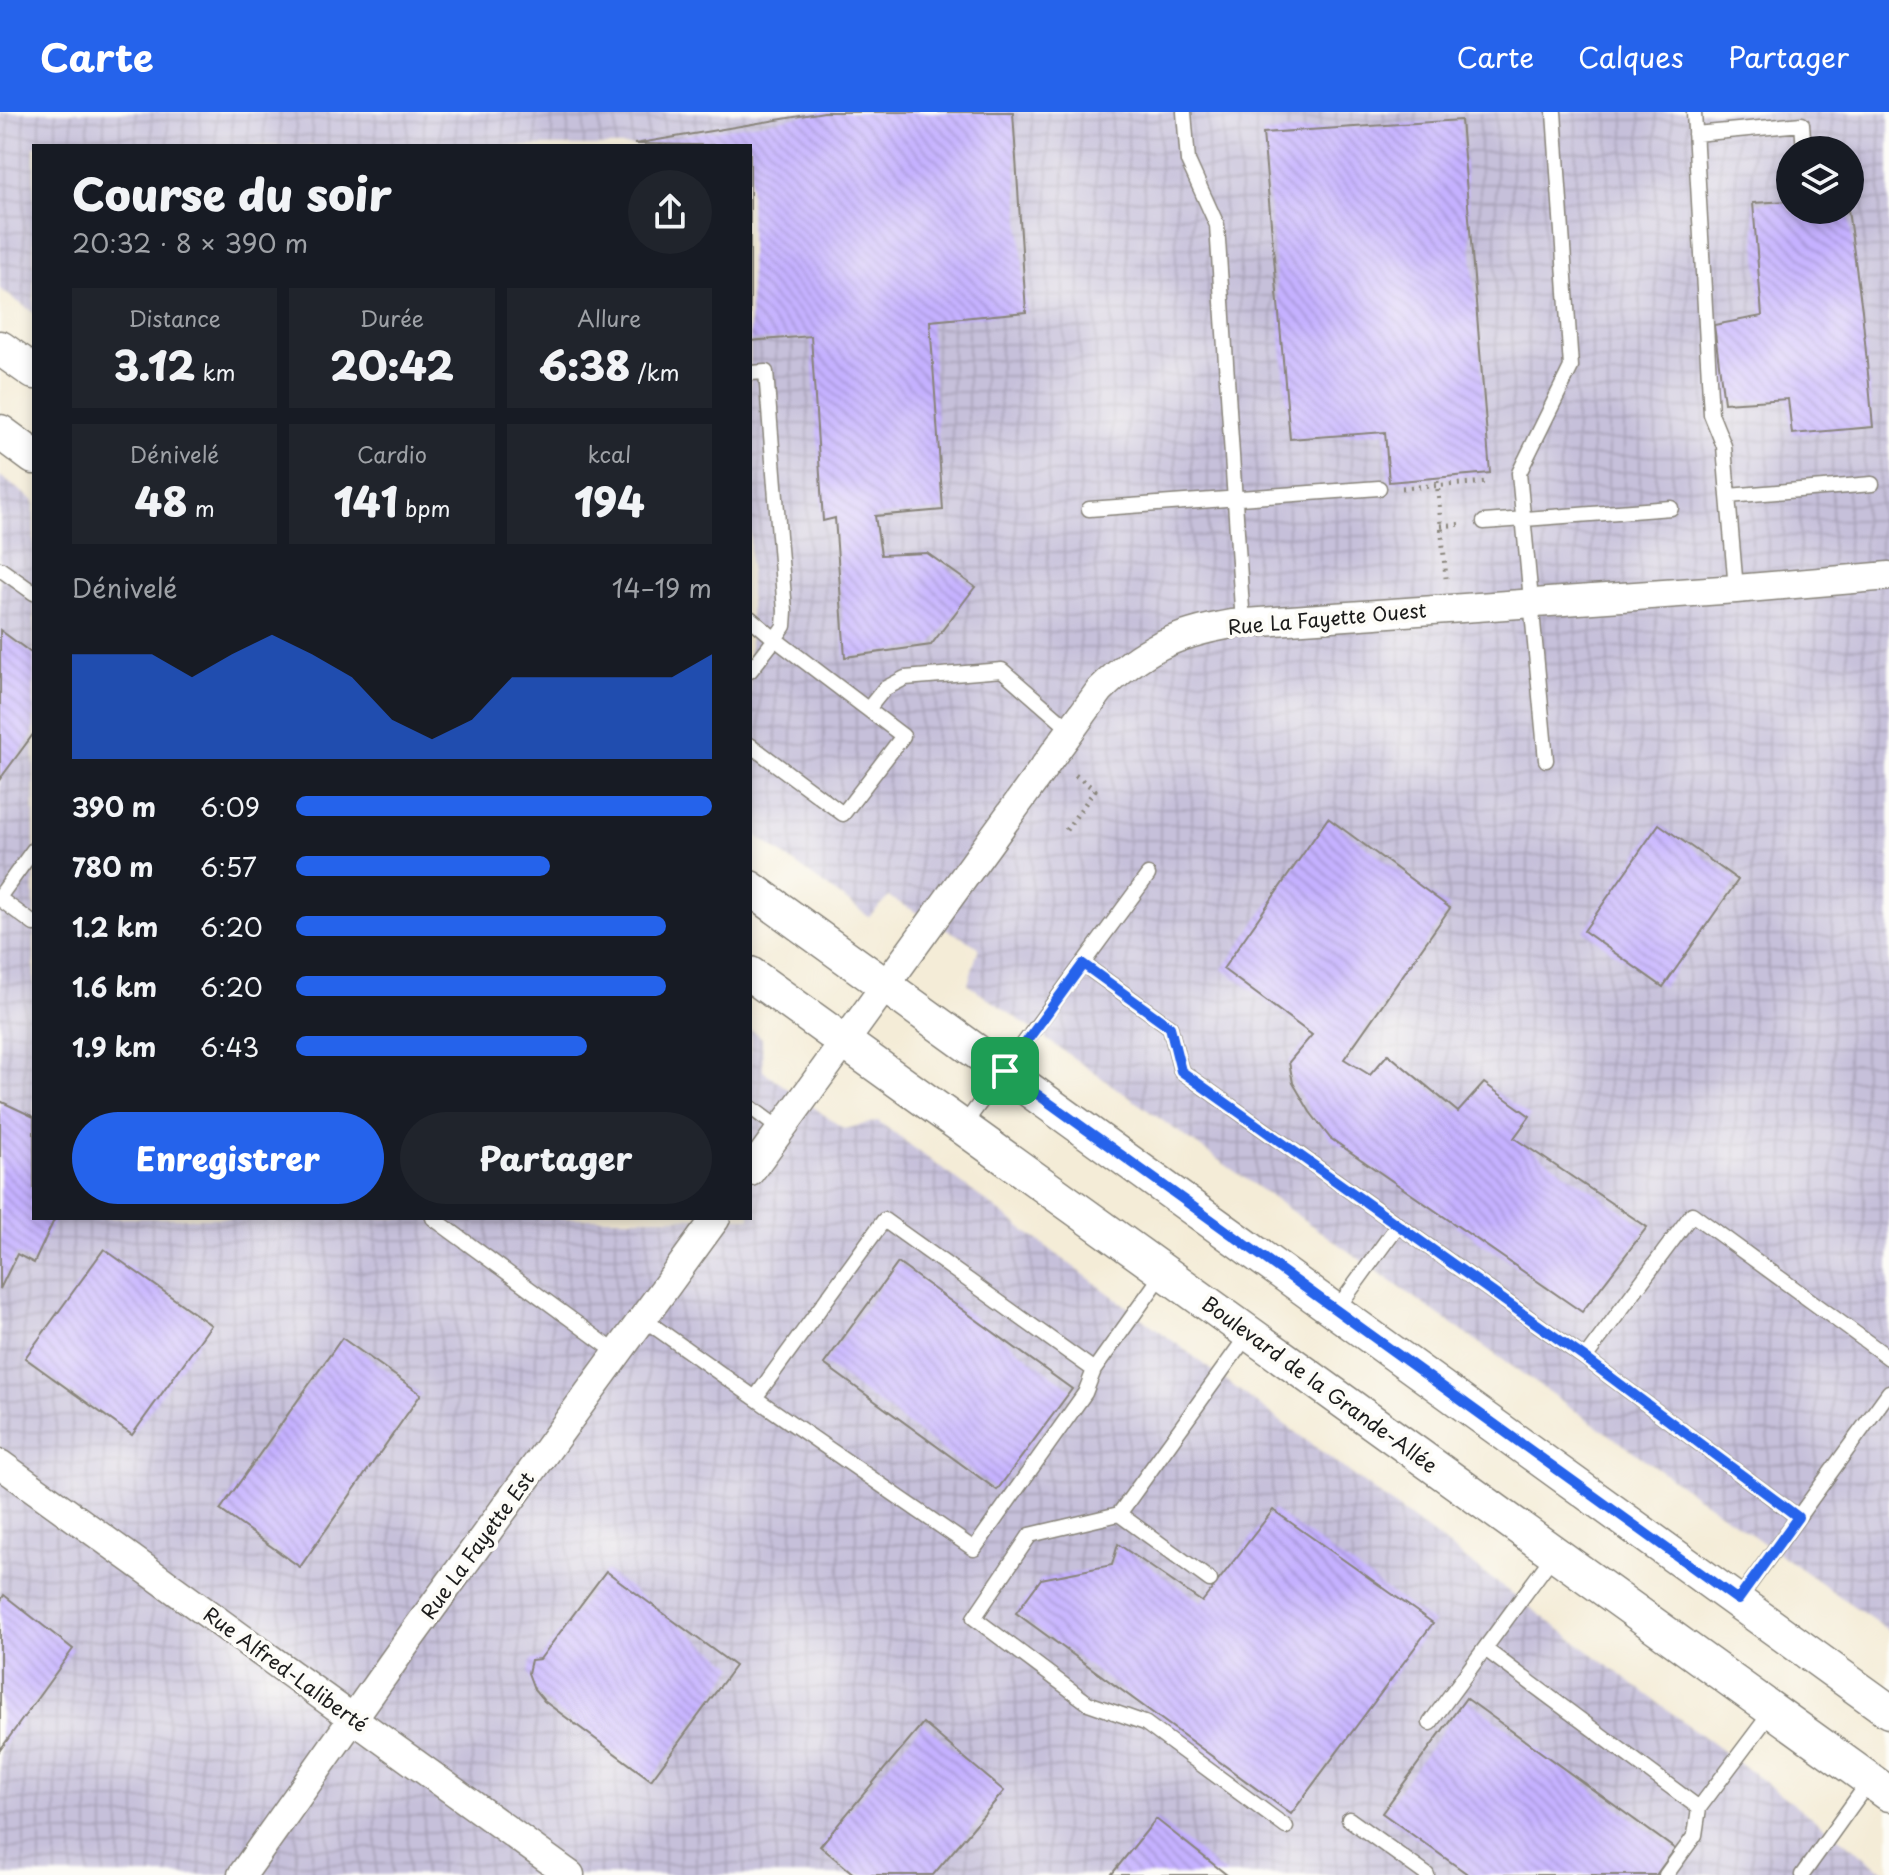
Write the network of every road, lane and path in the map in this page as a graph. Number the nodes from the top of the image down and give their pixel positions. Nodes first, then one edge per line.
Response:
1 (1184, 112) edge
2 (1554, 112) edge
3 (1694, 112) edge
4 (1695, 134) junction
5 (1803, 136) edge
6 (0, 348) edge
7 (32, 371) edge
8 (752, 373) edge
9 (0, 432) edge
10 (32, 456) edge
11 (1489, 482) dead end
12 (1437, 483) junction
13 (1872, 484) dead end
14 (1384, 488) joint
15 (1728, 496) junction
16 (1235, 498) junction
17 (1671, 508) dead end
18 (1089, 509) dead end
19 (1523, 519) junction
20 (1484, 522) dead end
21 (0, 569) edge
22 (1889, 576) edge
23 (1447, 587) dead end
24 (1736, 589) junction
25 (32, 592) edge
26 (1532, 603) junction
27 (752, 620) edge
28 (1243, 624) junction
29 (775, 639) junction
30 (752, 668) edge
31 (868, 709) junction
32 (1071, 730) junction
33 (752, 746) edge
34 (1546, 760) dead end
35 (1071, 772) dead end
36 (1073, 821) junction
37 (1082, 827) dead end
38 (1066, 830) dead end
39 (32, 852) edge
40 (1148, 875) dead end
41 (752, 889) edge
42 (0, 898) edge
43 (32, 922) edge
44 (1083, 964) junction
45 (752, 975) edge
46 (888, 986) junction
47 (846, 1042) junction
48 (1005, 1071) junction
49 (752, 1108) edge
50 (963, 1127) junction
51 (781, 1130) junction
52 (752, 1169) edge
53 (436, 1220) edge
54 (715, 1220) edge
55 (1398, 1225) junction
56 (1164, 1272) junction
57 (1336, 1310) junction
58 (642, 1318) junction
59 (1249, 1333) junction
60 (617, 1353) junction
61 (1585, 1358) junction
62 (1889, 1358) edge
63 (1094, 1370) junction
64 (1889, 1392) edge
65 (755, 1398) junction
66 (0, 1464) edge
67 (1119, 1514) junction
68 (1798, 1517) junction
69 (1555, 1553) junction
70 (1210, 1580) dead end
71 (1738, 1600) junction
72 (1485, 1649) junction
73 (1773, 1711) junction
74 (1889, 1711) edge
75 (354, 1718) junction
76 (1430, 1723) dead end
77 (1880, 1787) edge
78 (1699, 1808) junction
79 (1349, 1819) dead end
80 (1286, 1827) dead end
81 (242, 1875) edge
82 (570, 1875) edge
83 (1427, 1875) edge
84 (1666, 1875) edge
85 (1802, 1875) edge

1 - 16 lane
2 - 19 lane
3 - 4 lane
4 - 5 lane
4 - 15 lane
6 - 7 street
8 - 29 lane
9 - 10 street
11 - 12 path
12 - 14 path
12 - 23 path
13 - 15 lane
14 - 16 lane
15 - 24 lane
16 - 18 lane
16 - 28 lane
17 - 19 lane
19 - 20 lane
19 - 26 lane
21 - 25 lane
22 - 24 street, Rue La Fayette Ouest
24 - 26 street, Rue La Fayette Ouest
26 - 28 street, Rue La Fayette Ouest
26 - 34 lane
27 - 29 lane
28 - 32 street, Rue La Fayette Ouest
29 - 30 lane
29 - 31 lane
31 - 32 lane
31 - 33 lane
32 - 46 street, Rue La Fayette Ouest
35 - 36 path
36 - 37 path
36 - 38 path
39 - 42 lane
40 - 44 lane
41 - 46 street
42 - 43 lane
44 - 48 lane
44 - 55 lane
45 - 47 street, Boulevard de la Grande-Allée
46 - 47 street
46 - 48 street
47 - 50 street, Boulevard de la Grande-Allée
47 - 51 street
48 - 50 lane
48 - 57 street
49 - 51 lane
50 - 56 street, Boulevard de la Grande-Allée
51 - 52 street
53 - 60 lane
54 - 58 street, Rue La Fayette Est
55 - 57 lane
55 - 61 lane
56 - 59 street, Boulevard de la Grande-Allée
56 - 63 lane
57 - 71 street
58 - 60 street, Rue La Fayette Est
58 - 65 lane
59 - 67 lane
59 - 69 street, Boulevard de la Grande-Allée
60 - 75 street, Rue La Fayette Est
61 - 62 lane
61 - 68 lane
63 - 65 lane
63 - 65 lane
64 - 68 lane
66 - 75 street, Rue Alfred-Laliberté
67 - 70 lane
67 - 80 lane
68 - 71 lane
69 - 72 lane
69 - 73 street, Boulevard de la Grande-Allée
71 - 74 street
72 - 76 lane
72 - 78 lane
73 - 77 street, Boulevard de la Grande-Allée
73 - 78 lane
75 - 81 street, Rue La Fayette Est
75 - 82 street, Rue Alfred-Laliberté
77 - 85 lane
78 - 84 lane
79 - 83 lane

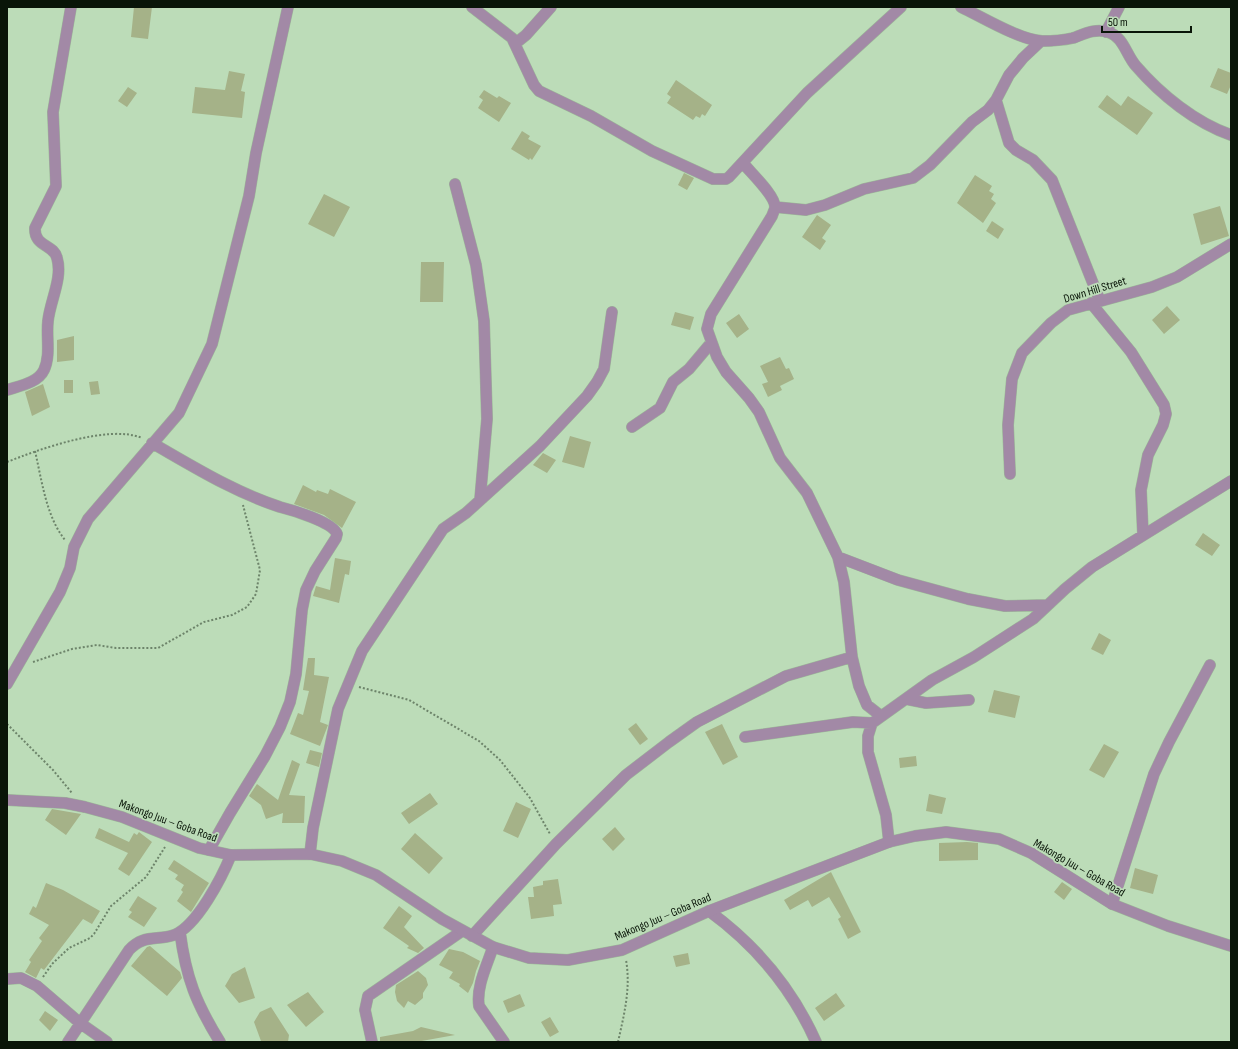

WHAT YOU NEED TO DO —
An exact copy of every entry, pictures left out, is what to write here.

ANSWER BELOW —
Write the network of every road, lane and path in the map in this page as a graph. Number the nodes from the top of the image down and give their pixel positions. Nodes first, then one edge per line.
Response:
1 (1184, 112) edge
2 (1554, 112) edge
3 (1694, 112) edge
4 (1695, 134) junction
5 (1803, 136) edge
6 (0, 348) edge
7 (32, 371) edge
8 (752, 373) edge
9 (0, 432) edge
10 (32, 456) edge
11 (1489, 482) dead end
12 (1437, 483) junction
13 (1872, 484) dead end
14 (1384, 488) joint
15 (1728, 496) junction
16 (1235, 498) junction
17 (1671, 508) dead end
18 (1089, 509) dead end
19 (1523, 519) junction
20 (1484, 522) dead end
21 (0, 569) edge
22 (1889, 576) edge
23 (1447, 587) dead end
24 (1736, 589) junction
25 (32, 592) edge
26 (1532, 603) junction
27 (752, 620) edge
28 (1243, 624) junction
29 (775, 639) junction
30 (752, 668) edge
31 (868, 709) junction
32 (1071, 730) junction
33 (752, 746) edge
34 (1546, 760) dead end
35 (1071, 772) dead end
36 (1073, 821) junction
37 (1082, 827) dead end
38 (1066, 830) dead end
39 (32, 852) edge
40 (1148, 875) dead end
41 (752, 889) edge
42 (0, 898) edge
43 (32, 922) edge
44 (1083, 964) junction
45 (752, 975) edge
46 (888, 986) junction
47 (846, 1042) junction
48 (1005, 1071) junction
49 (752, 1108) edge
50 (963, 1127) junction
51 (781, 1130) junction
52 (752, 1169) edge
53 (436, 1220) edge
54 (715, 1220) edge
55 (1398, 1225) junction
56 (1164, 1272) junction
57 (1336, 1310) junction
58 (642, 1318) junction
59 (1249, 1333) junction
60 (617, 1353) junction
61 (1585, 1358) junction
62 (1889, 1358) edge
63 (1094, 1370) junction
64 (1889, 1392) edge
65 (755, 1398) junction
66 (0, 1464) edge
67 (1119, 1514) junction
68 (1798, 1517) junction
69 (1555, 1553) junction
70 (1210, 1580) dead end
71 (1738, 1600) junction
72 (1485, 1649) junction
73 (1773, 1711) junction
74 (1889, 1711) edge
75 (354, 1718) junction
76 (1430, 1723) dead end
77 (1880, 1787) edge
78 (1699, 1808) junction
79 (1349, 1819) dead end
80 (1286, 1827) dead end
81 (242, 1875) edge
82 (570, 1875) edge
83 (1427, 1875) edge
84 (1666, 1875) edge
85 (1802, 1875) edge

1 - 16 lane
2 - 19 lane
3 - 4 lane
4 - 5 lane
4 - 15 lane
6 - 7 street
8 - 29 lane
9 - 10 street
11 - 12 path
12 - 14 path
12 - 23 path
13 - 15 lane
14 - 16 lane
15 - 24 lane
16 - 18 lane
16 - 28 lane
17 - 19 lane
19 - 20 lane
19 - 26 lane
21 - 25 lane
22 - 24 street, Rue La Fayette Ouest
24 - 26 street, Rue La Fayette Ouest
26 - 28 street, Rue La Fayette Ouest
26 - 34 lane
27 - 29 lane
28 - 32 street, Rue La Fayette Ouest
29 - 30 lane
29 - 31 lane
31 - 32 lane
31 - 33 lane
32 - 46 street, Rue La Fayette Ouest
35 - 36 path
36 - 37 path
36 - 38 path
39 - 42 lane
40 - 44 lane
41 - 46 street
42 - 43 lane
44 - 48 lane
44 - 55 lane
45 - 47 street, Boulevard de la Grande-Allée
46 - 47 street
46 - 48 street
47 - 50 street, Boulevard de la Grande-Allée
47 - 51 street
48 - 50 lane
48 - 57 street
49 - 51 lane
50 - 56 street, Boulevard de la Grande-Allée
51 - 52 street
53 - 60 lane
54 - 58 street, Rue La Fayette Est
55 - 57 lane
55 - 61 lane
56 - 59 street, Boulevard de la Grande-Allée
56 - 63 lane
57 - 71 street
58 - 60 street, Rue La Fayette Est
58 - 65 lane
59 - 67 lane
59 - 69 street, Boulevard de la Grande-Allée
60 - 75 street, Rue La Fayette Est
61 - 62 lane
61 - 68 lane
63 - 65 lane
63 - 65 lane
64 - 68 lane
66 - 75 street, Rue Alfred-Laliberté
67 - 70 lane
67 - 80 lane
68 - 71 lane
69 - 72 lane
69 - 73 street, Boulevard de la Grande-Allée
71 - 74 street
72 - 76 lane
72 - 78 lane
73 - 77 street, Boulevard de la Grande-Allée
73 - 78 lane
75 - 81 street, Rue La Fayette Est
75 - 82 street, Rue Alfred-Laliberté
77 - 85 lane
78 - 84 lane
79 - 83 lane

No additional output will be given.